Appellate Court of Illinois, First District. Second Division
Nov 2, 1965
213 N.E.2d 80 (Ill. App. Ct. 1965)

Summary

In Westlake Finance Company v. Spearmon, 64 Ill. App.2d 342, 213 N.E.2d 80 (1965) and Manufacturers Acceptance Corp. v. Gibson, 220 Tenn. 654, 422 S.W.2d 435 (1967), there were no specific lien-creating statutes.

Summary of this case from Fruehauf v. Huntington

Opinion

Gen. No. 50,114.

November 2, 1965.

Appeal from the Circuit Court of Cook County; the Hon. BURTON H. PALMER, Judge, presiding. Judgment affirmed.

William S. Blatt, of Chicago (Elaine Strauschild Blatt, of counsel), for appellant.

Cohon and Raizes, of Chicago (George A. Cohon, of counsel), for appellee.


This appeal is taken from an order entered August 3, 1964, in the Circuit Court of Cook County. The parties to this appeal have entered into a stipulation of facts which we now set out in full.

"Westlake Finance Company, the Plaintiff-Appellant, is the holder in due course of a Retail Installment Sales Contract covering the purchase by Henry Spearmon of a 1958 Pontiac Bonneville two door hard-top. Title to the car was issued to Henry Spearmon and Dorothy Spearmon on September 28, 1962, the title showing a lien in favor of Westlake Finance Company.

"Because Mr. Spearmon failed to make the payments provided for in the Contract, Plaintiff-Appellant commenced this replevin action in the Municipal Court of Chicago in October of 1963. At the time of the commencement of this action, the car was in the possession of the Defendant-Appellee, Scientific Brake Service, it having been delivered there by Mr. Spearmon for repairs.

"Pursuant to the Writ of Replevin, the car was taken from the Defendant-Appellant [sic], Scientific Brake Service, by the Bailiff of the Municipal Court of Cook County. At the time the Bailiff took possession, there was due and owing to the Defendant-Appellee, Scientific Brake Service, the sum of $430.10, consisting of $265.10 for repairs to the car, plus $165.00 for storage of the car.

"Defendant Henry Spearmon defaulted in the replevin action.

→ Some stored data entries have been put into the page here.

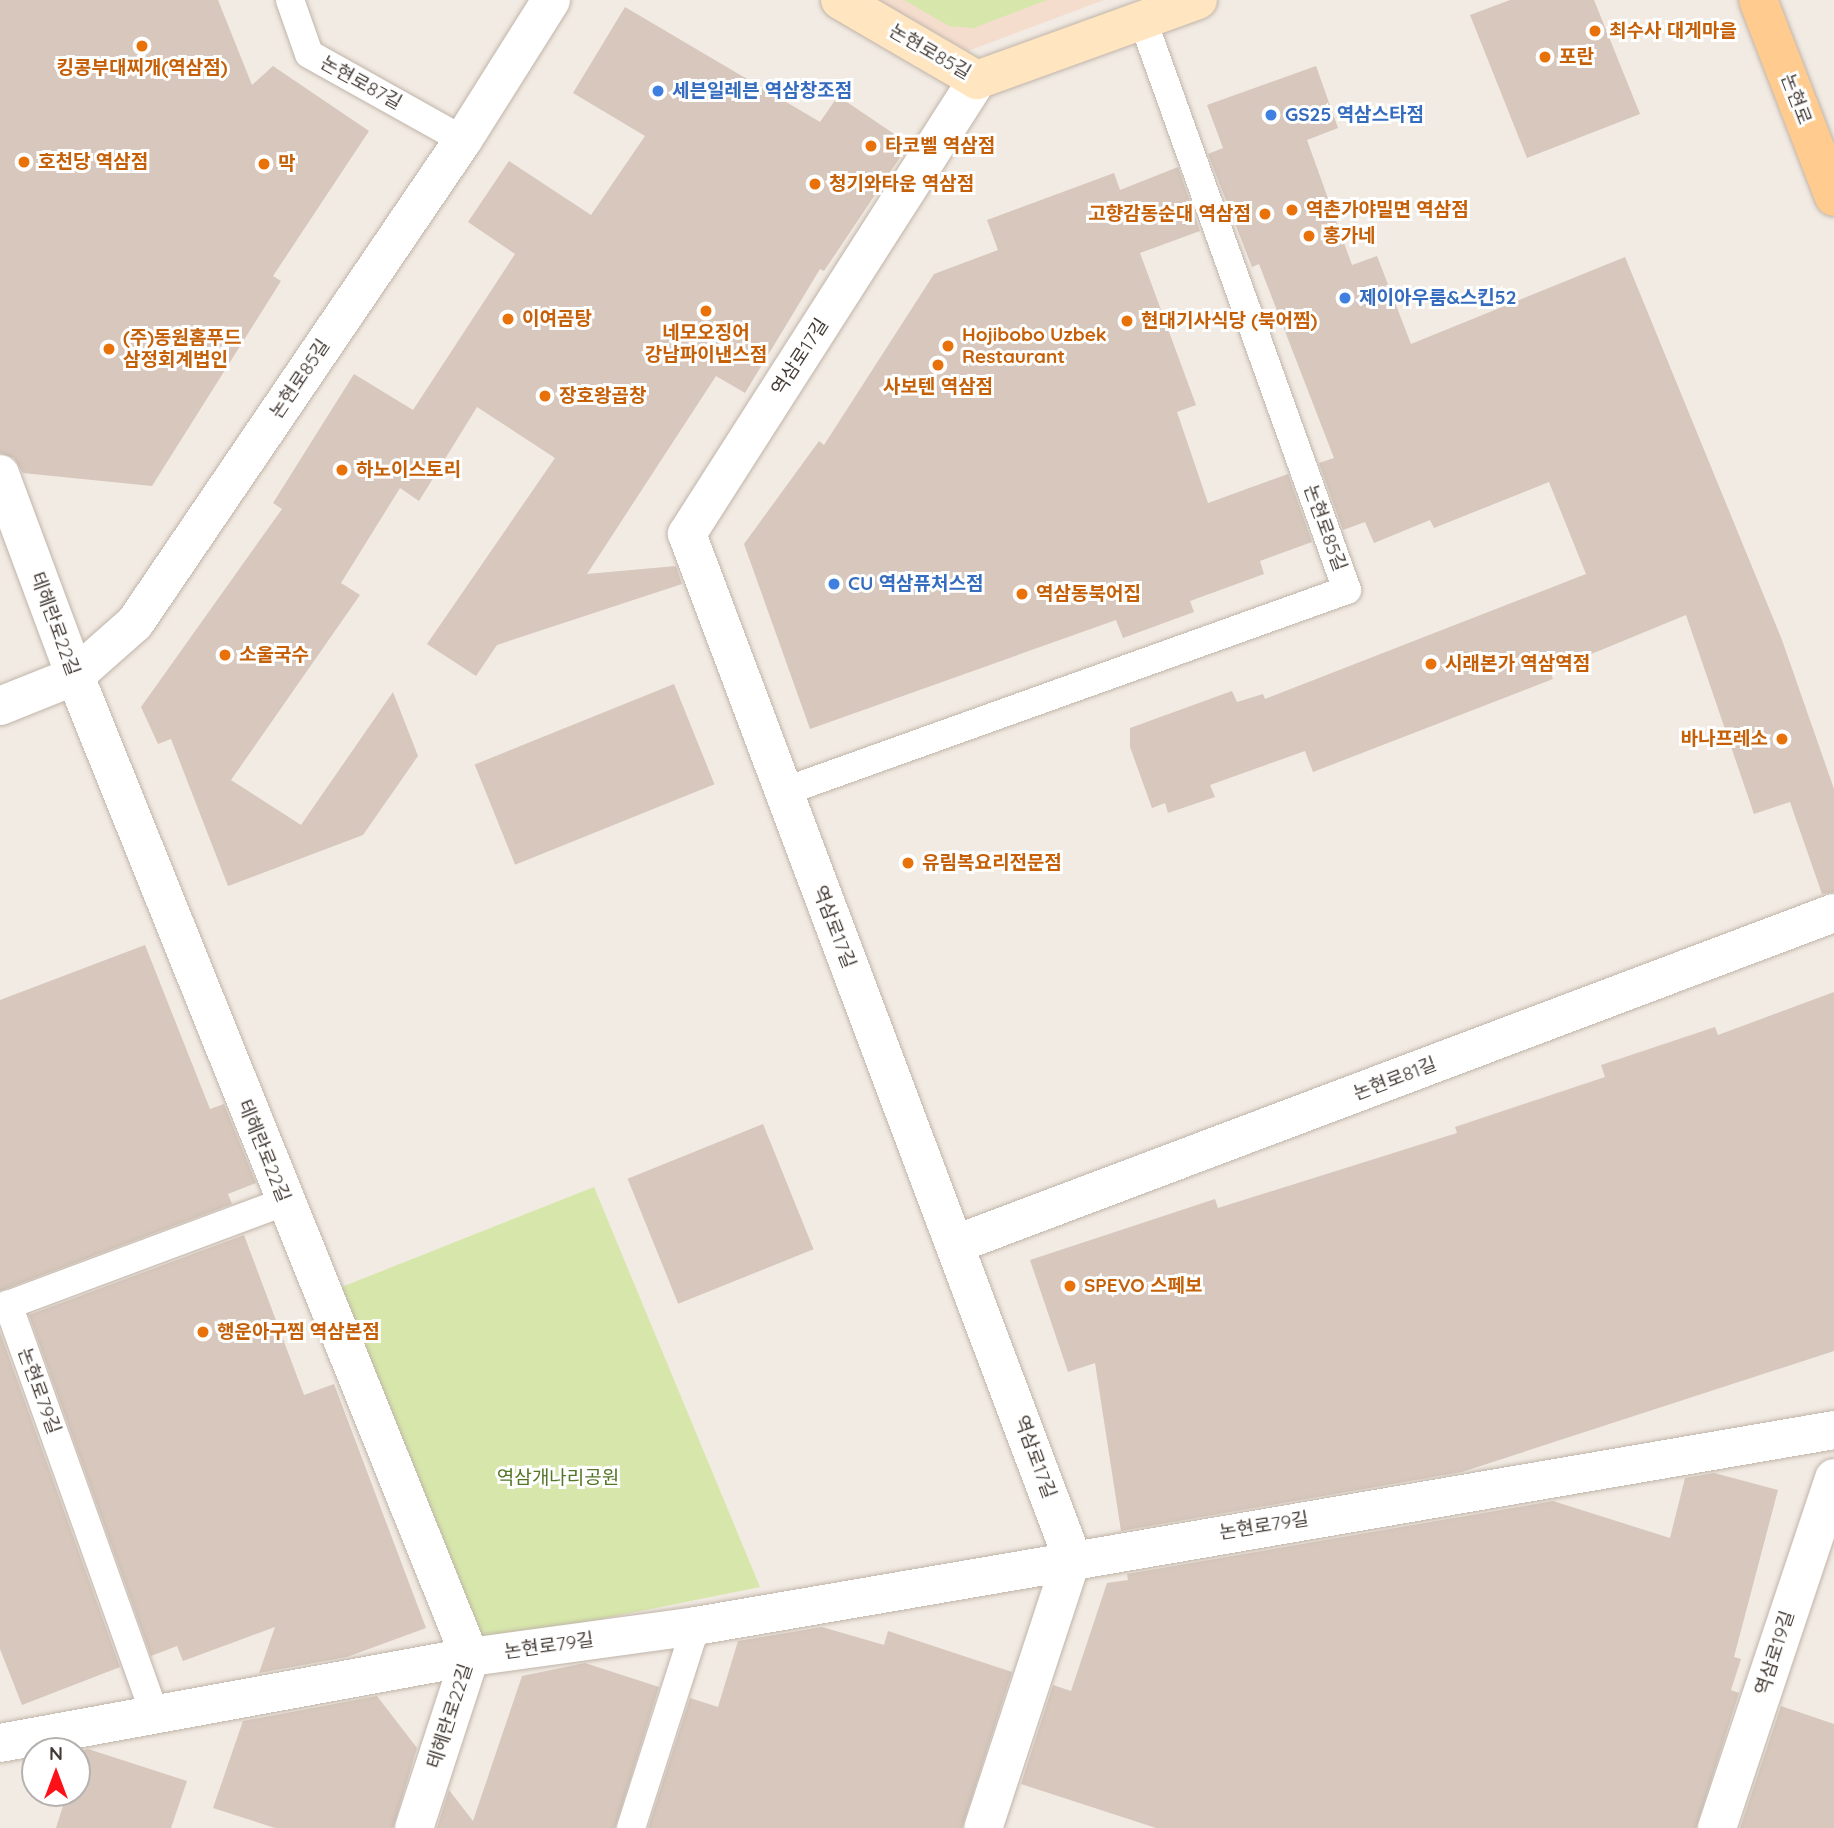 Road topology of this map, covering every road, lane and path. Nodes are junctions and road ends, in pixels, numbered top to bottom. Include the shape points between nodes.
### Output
1 (290, 0) edge
2 (551, 0) edge
3 (840, 0) edge
4 (1198, 0) edge
5 (1758, 0) edge
6 (1143, 21) junction
7 (977, 80) junction
8 (463, 140) junction
9 (1834, 197) edge
10 (0, 474) edge
11 (75, 676) junction
12 (0, 706) edge
13 (783, 792) junction
14 (1834, 913) edge
15 (284, 1202) junction
16 (956, 1244) junction
17 (1834, 1430) edge
18 (1834, 1478) edge
19 (1072, 1558) junction
20 (696, 1626) junction
21 (470, 1657) junction
22 (155, 1715) junction
23 (0, 1743) edge
24 (414, 1828) edge
25 (631, 1828) edge
26 (983, 1828) edge
27 (1717, 1828) edge

1 - 8 lane, 논현로87길 via 309,54
2 - 8 street, 논현로85길
3 - 7 street, 논현로85길
4 - 6 street, 논현로85길
5 - 9 main road, 논현로
6 - 7 street, 논현로85길
6 - 13 lane, 논현로85길 via 1347,590
7 - 13 street, 역삼로17길 via 687,534
8 - 11 street, 논현로85길 via 135,623
10 - 11 street, 테헤란로22길
11 - 12 street, 논현로85길
11 - 15 street, 테헤란로22길
13 - 16 street, 역삼로17길
14 - 16 street, 논현로81길
15 - 21 street, 테헤란로22길
15 - 22 lane, 논현로79길 via 8,1305
16 - 19 street, 역삼로17길
17 - 19 street, 논현로79길
18 - 27 street, 역삼로19길
19 - 20 street, 논현로79길
19 - 26 street
20 - 21 street, 논현로79길
20 - 25 lane
21 - 22 street, 논현로79길
21 - 24 street, 테헤란로22길
22 - 23 street, 논현로79길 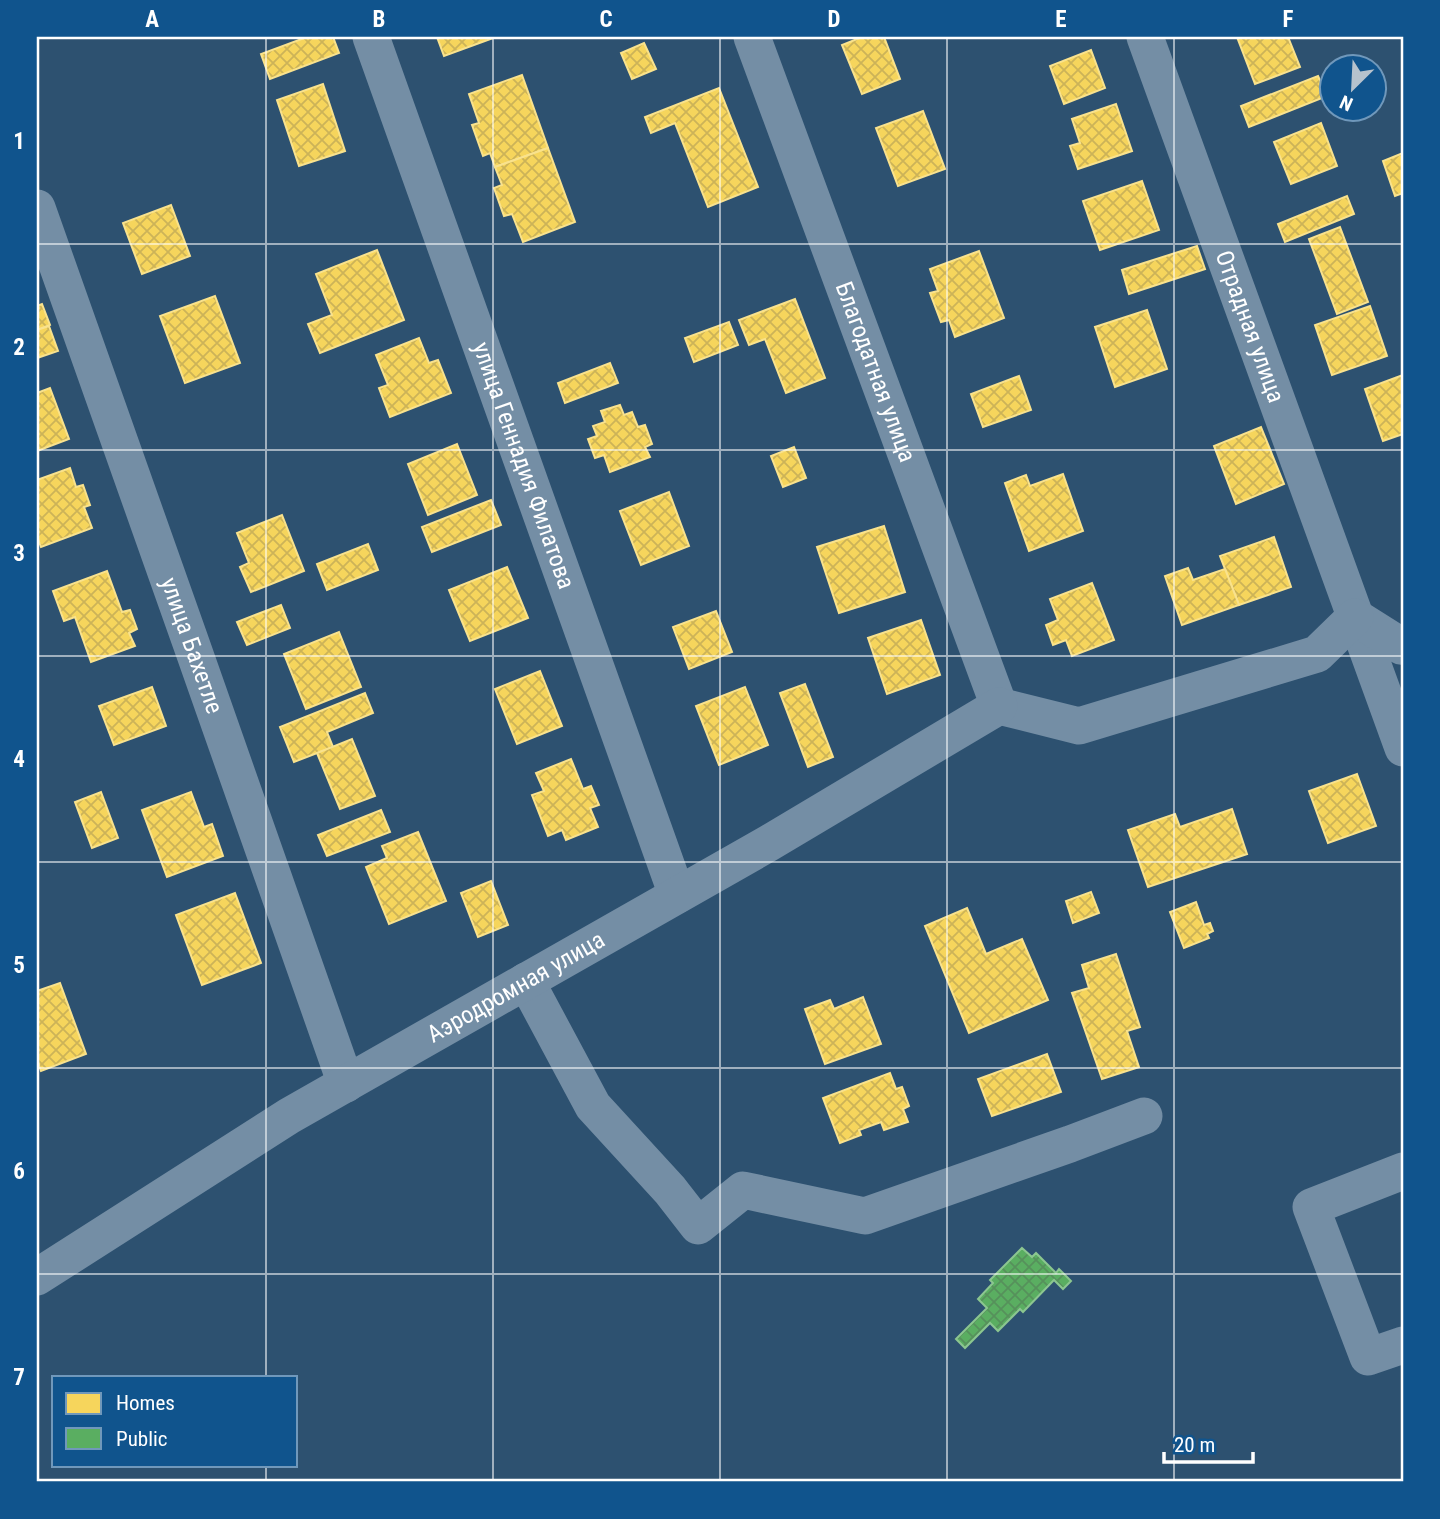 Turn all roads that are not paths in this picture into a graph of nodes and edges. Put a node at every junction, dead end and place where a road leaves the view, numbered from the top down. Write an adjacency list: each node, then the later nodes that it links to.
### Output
1 (371, 37): 9 (street, улица Геннадия Филатова)
2 (752, 37): 7 (street, Благодатная улица)
3 (1145, 37): 5 (street, Отрадная улица)
4 (37, 208): 11 (street, улица Бахетле)
5 (1355, 617): 6 (street); 7 (street); 8 (street, Отрадная улица)
6 (1403, 645)
7 (999, 706): 9 (street, Аэродромная улица)
8 (1403, 748)
9 (677, 895): 10 (street, Аэродромная улица)
10 (526, 981): 11 (street, Аэродромная улица); 12 (street)
11 (346, 1084): 14 (street, Аэродромная улица)
12 (1144, 1116)
13 (1403, 1171): 15 (street)
14 (37, 1277)
15 (1403, 1345) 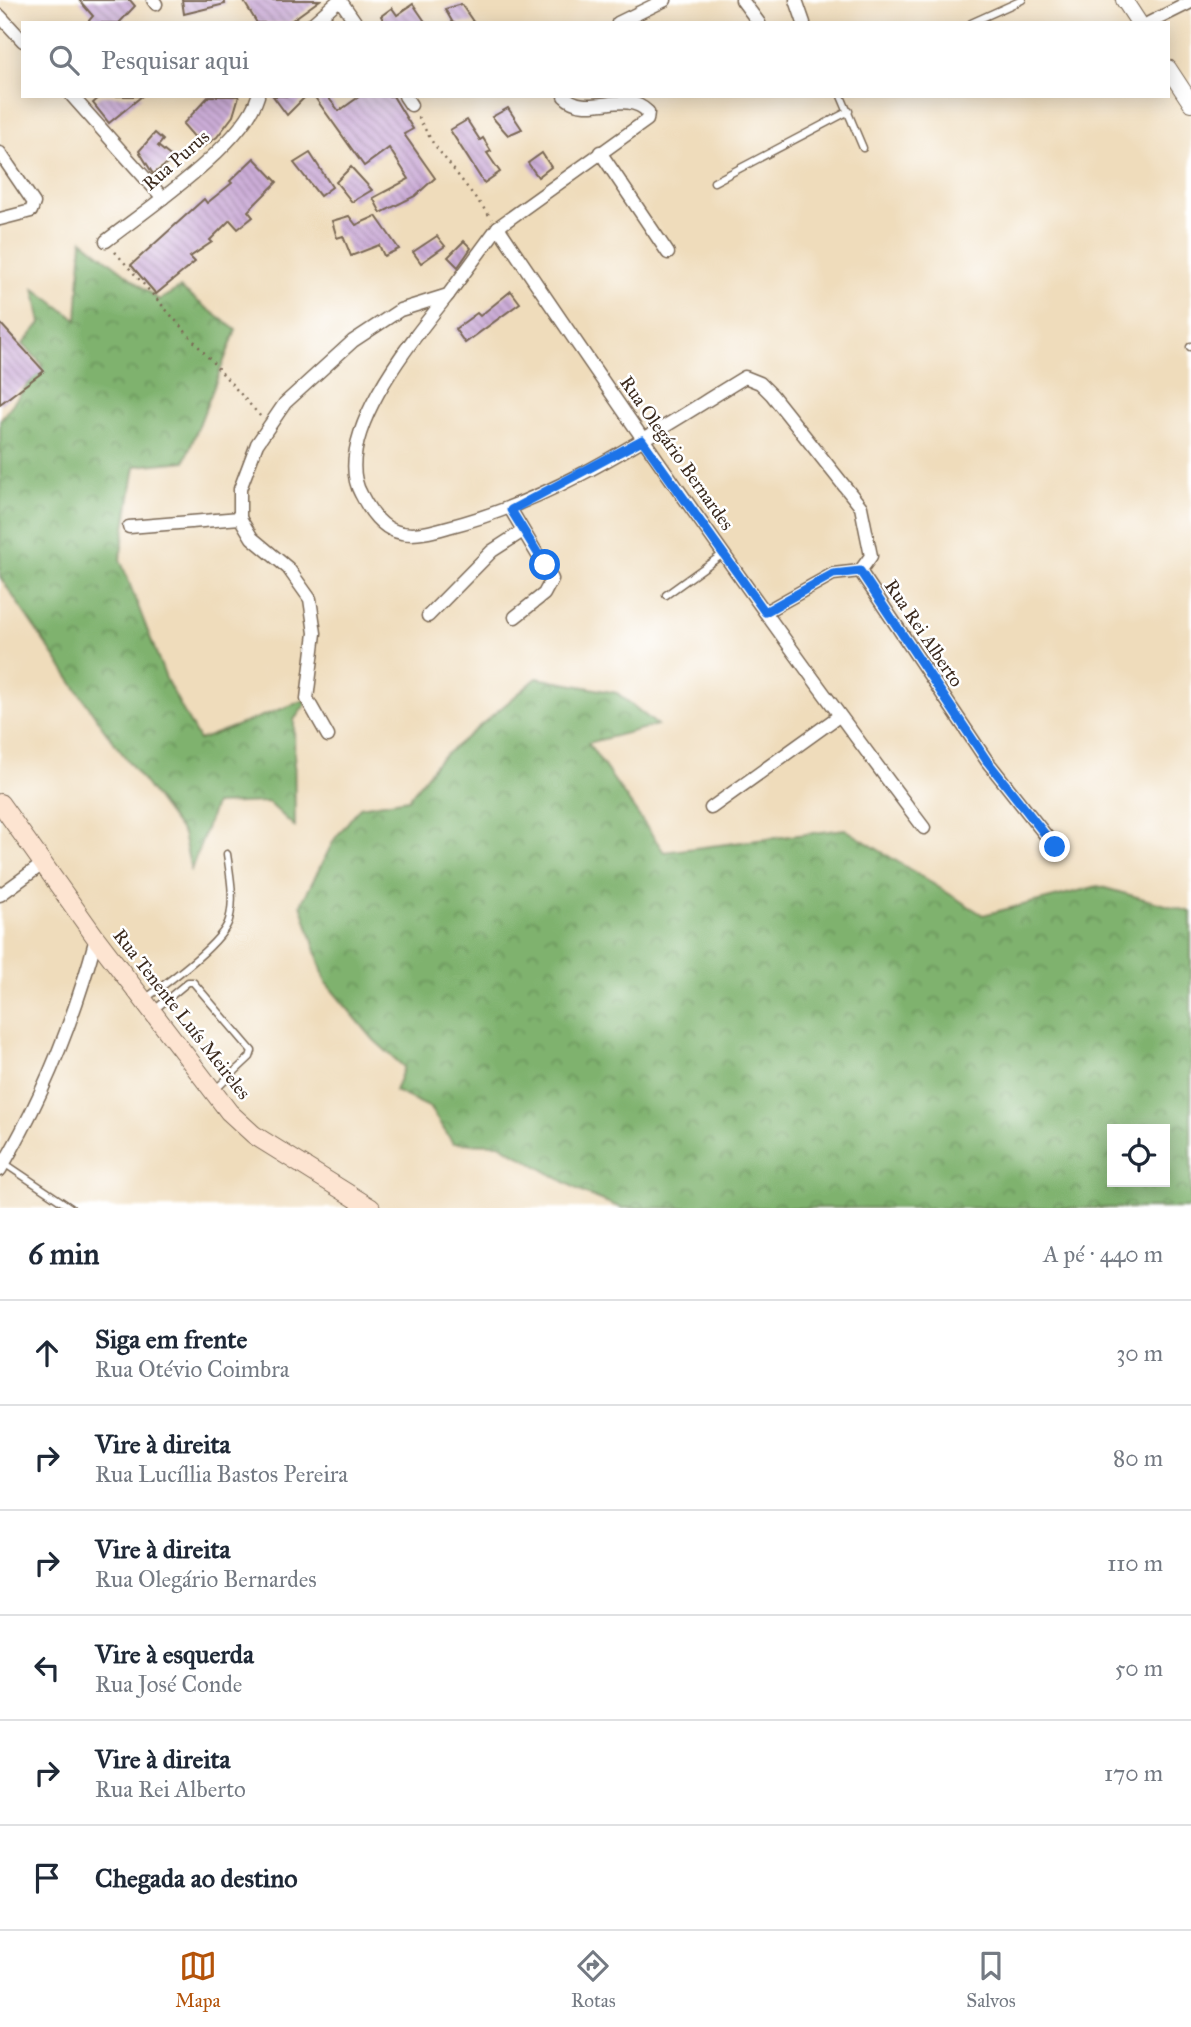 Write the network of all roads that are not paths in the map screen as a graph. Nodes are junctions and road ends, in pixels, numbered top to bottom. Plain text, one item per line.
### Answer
1 (339, 0) edge
2 (665, 0) edge
3 (742, 0) edge
4 (796, 0) edge
5 (1023, 0) edge
6 (1124, 0) edge
7 (1191, 2) edge
8 (0, 16) edge
9 (315, 21) edge
10 (355, 21) edge
11 (622, 21) edge
12 (758, 21) edge
13 (803, 21) edge
14 (976, 21) edge
15 (1138, 21) edge
16 (1153, 21) edge
17 (21, 39) edge
18 (1170, 71) edge
19 (74, 98) edge
20 (257, 98) edge
21 (569, 98) edge
22 (842, 98) edge
23 (1191, 103) edge
24 (849, 111) junction
25 (863, 148) dead end
26 (600, 152) junction
27 (0, 153) edge
28 (713, 183) dead end
29 (163, 198) junction
30 (0, 219) edge
31 (498, 227) junction
32 (106, 241) road end
33 (668, 253) dead end
34 (448, 295) junction
35 (642, 440) junction
36 (511, 510) junction
37 (240, 518) junction
38 (129, 527) dead end
39 (523, 531) junction
40 (724, 552) junction
41 (860, 571) junction
42 (666, 595) dead end
43 (765, 612) junction
44 (428, 616) dead end
45 (515, 617) dead end
46 (839, 716) junction
47 (328, 736) dead end
48 (0, 803) edge
49 (711, 808) dead end
50 (924, 828) dead end
51 (1055, 847) dead end
52 (227, 854) dead end
53 (44, 863) junction
54 (0, 895) edge
55 (96, 937) junction
56 (148, 1006) junction
57 (212, 1093) junction
58 (2, 1166) edge
59 (71, 1208) edge
60 (371, 1208) edge

1 - 9 street
1 - 10 street
2 - 11 street
3 - 12 street
4 - 13 street
5 - 14 lane
6 - 15 street
7 - 16 street
8 - 17 street
18 - 23 street
19 - 29 street
20 - 29 street, Rua Purus
21 - 26 street
22 - 24 lane
24 - 25 lane
24 - 28 lane
26 - 31 street
26 - 33 street
27 - 30 street
29 - 32 street, Rua Purus
31 - 34 street
31 - 35 street, Rua Olegário Bernardes
34 - 36 street
34 - 37 street
35 - 36 street
35 - 40 street, Rua Olegário Bernardes
35 - 41 street, Rua Rei Alberto
36 - 39 street
37 - 38 street
37 - 47 street
39 - 44 street
39 - 45 street
40 - 42 lane
40 - 43 street, Rua Olegário Bernardes
41 - 43 street
41 - 51 street, Rua Rei Alberto
43 - 46 street, Rua Olegário Bernardes
46 - 49 street
46 - 50 street, Rua Olegário Bernardes
48 - 53 main road, Rua Tenente Luís Meireles
52 - 56 lane
53 - 54 street
53 - 55 main road, Rua Tenente Luís Meireles
55 - 56 main road, Rua Tenente Luís Meireles
55 - 58 street
56 - 57 main road, Rua Tenente Luís Meireles
56 - 57 lane
57 - 60 main road, Rua Tenente Luís Meireles
58 - 59 lane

Defendant-Appellee Scientific Brake Service filed an answer and an affirmative defense, claiming a lien against the car in the sum of $430.10 for repairs to, and storage of, the car. Defendant-Appellee's defense further recited the filing with the Recorder of Deeds of Cook County of a Notice of Lien on the car in question in the amount of $430.10, the filing being made immediately subsequent to the taking of the car by the Bailiff. Plaintiff-Appellant sold the car to a third party after receiving it from the Bailiff.

"On August 3, 1964, Judge Burton H. Palmer of the Municipal Court of Chicago, First Municipal District of the Circuit Court of Cook County, entered an order finding the Defendant-Appellee, Scientific Brake Service, entitled to possession of the car or, in the alternate, to the sum of $430.10 plus costs."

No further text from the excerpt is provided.